While there would be no participation by any planes south of the Mexican border, the Aircraft Control and Warning bases located in the Gulf coast were all made aware of the operation and on stand-by.

===Effect on civilian air traffic ===
The estimated 1,880 U.S. civilian domestic and international air fleet were all to remain grounded during Operation Sky Shield II, in addition to the estimated 70,000 general aviation planes also located in the United States. In conformation with the Air Force's Security Control of Air Traffic plan, all foreign air carriers would also be grounded from sending planes to the United States.

FAA Administrator Najeeb Halaby commented that the Sky Shield grounding of all civilian air traffic was necessary to allow NORAD and SAC pilots full range of motion at all altitudes. He also noted that the use of radar jamming equipment by the attacking force would severely affect all civilian traffic and make them incapable of using their radar equipment to maneuver and land their planes.
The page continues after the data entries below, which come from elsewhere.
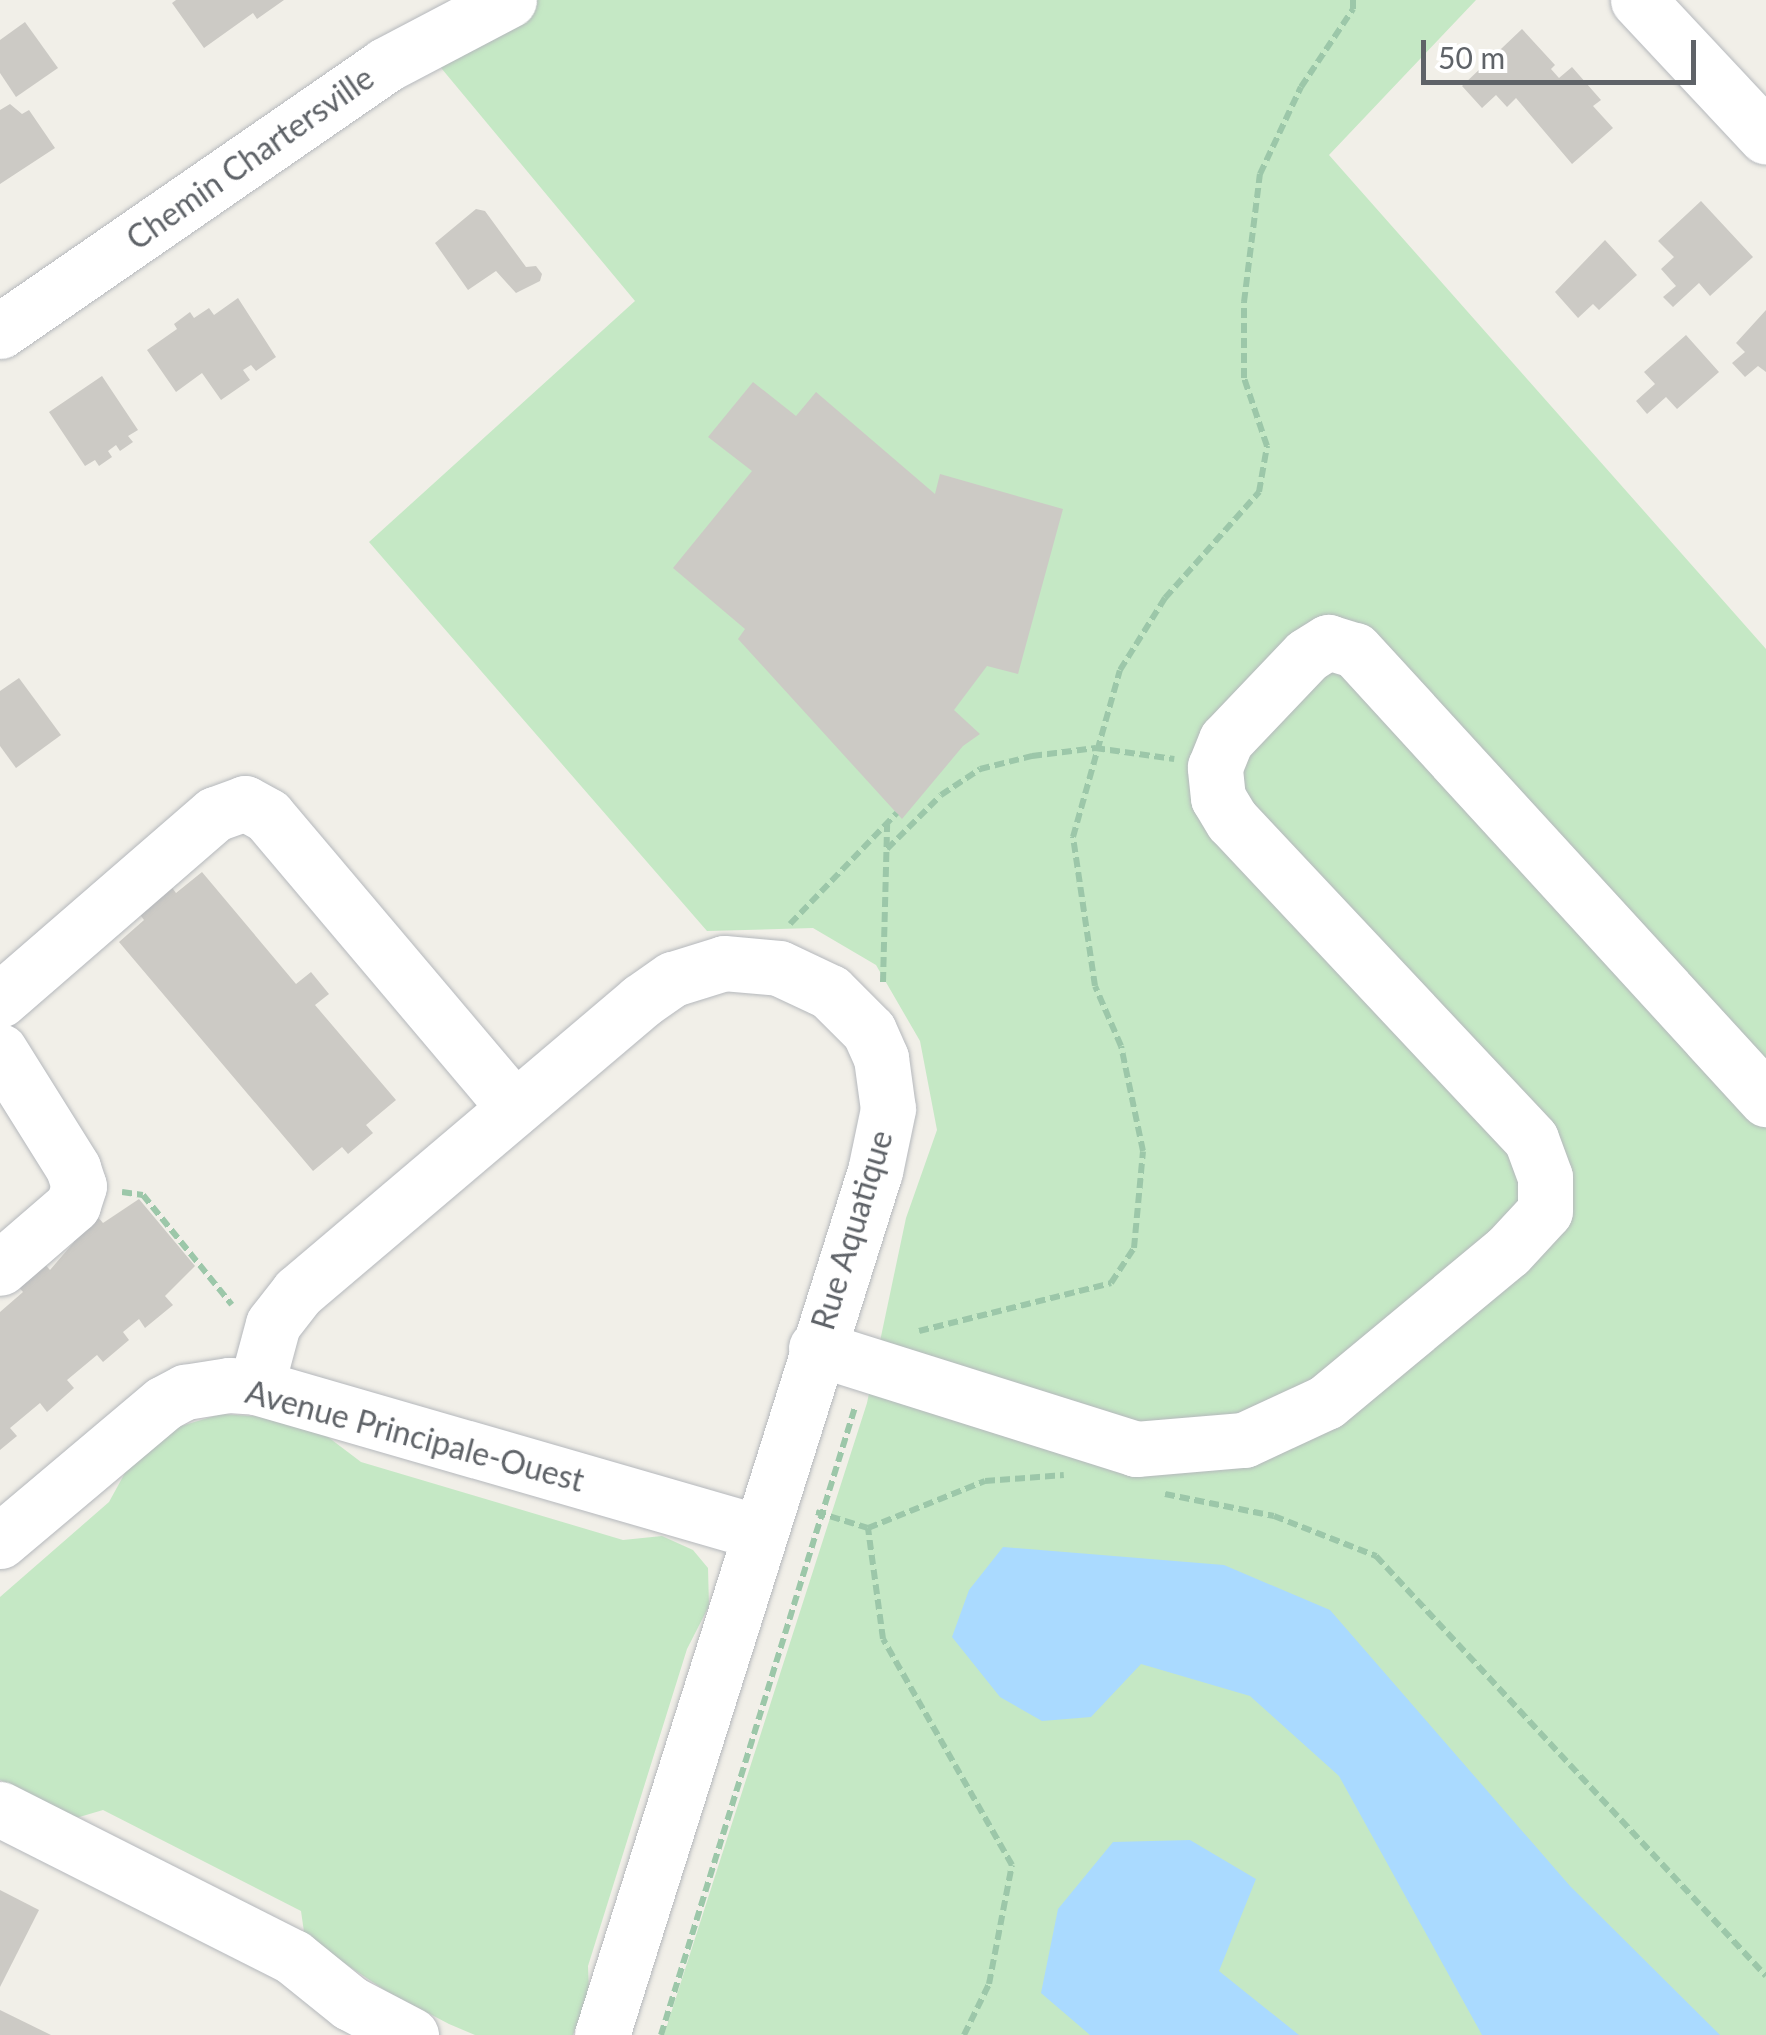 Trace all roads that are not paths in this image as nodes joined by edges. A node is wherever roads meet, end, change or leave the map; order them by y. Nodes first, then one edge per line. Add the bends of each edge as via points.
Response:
1 (510, 0) edge
2 (1638, 0) edge
3 (1766, 137) edge
4 (0, 331) edge
5 (0, 1000) edge
6 (0, 1051) edge
7 (1766, 1099) edge
8 (515, 1108) junction
9 (0, 1268) edge
10 (816, 1348) junction
11 (260, 1366) junction
12 (758, 1532) junction
13 (0, 1541) edge
14 (0, 1810) edge
15 (340, 2019) edge
16 (411, 2035) edge
17 (602, 2035) edge

1 - 4 street, Chemin Chartersville via 385,65
2 - 3 street
5 - 8 street via 216,814 245,804 268,816
6 - 9 street via 78,1186 73,1204
7 - 10 street via 1346,644 1328,642 1306,655 1226,740 1215,767 1218,798 1232,822 1530,1140 1545,1177 1544,1211 1508,1251 1326,1402 1244,1440 1136,1449
8 - 10 street, Rue Aquatique via 673,979 724,963 752,964 803,976 830,992 869,1031 881,1058 888,1109
8 - 11 street, Rue Aquatique via 298,1292 273,1324
10 - 12 street, Rue Aquatique
11 - 12 street, Avenue Principale-Ouest
11 - 13 street, Avenue Principale-Ouest via 164,1403
12 - 17 street, Rue Aquatique
14 - 15 street via 293,1958
15 - 16 street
Other unnamed FAA officials commented and stated that there was a possibility of an enemy attack during the operation and that the NORAD defenders would be easily able to identify actual enemy aircraft from other participants in the operation.

== Airport activities during the operations ==
During Operation Sky Shield, airports and airlines prepared tours charging around 50 cents for a 20-minute tour. For example, at Los Angeles International Airport (LAX) temporary guides met visitors at ticketing posts and showed off the new passenger terminal and ramp. To go along with this, at every gate across the airport different airliners were showing off their latest planes. United Airlines showed off its Douglas DC-8 and Boeing 720 jets, Convair 340, and Douglas DC-7A cargo-liner. Bonanza Air Lines opened its Fairchild F-27; Pacific Air Lines a Martin 4-0-4, and National Airlines a Lockheed Constellation. On the LAX ramp sat Western Airlines's tiny 1926 Douglas M-2 biplane.

During Operation Sky Shield II, airports continued to hold open houses, and many airlines threw parties for their staff. Los Angeles International had 40,000 visitors, while workers took advantage of the closing to install a new air traffic control tower. At San Diego's Lindbergh Field, maintenance workers shut down power and performed 12 hours of repairs in the terminal, and across San Diego at the Mission Valley Inn, Pacific Southwest and American Airlines held a crew luncheon and pool party. At Chicago O'Hare, Eastern Air Lines, American Airlines, and Continental swung open the doors to their Boeing 707s and 720Bs. Trans World Airlines presented its Convair 880, and United Airlines its new Sud-Aviation Caravelle twin-jet from France. At Chicago's Midway, American, United, and TWA displayed Douglas DC-6s and DC-7s. The two Chicago airports also worked on communications during the downtime and reduced the price of phone calls between each other from 15 to 10 cents for the first five minutes.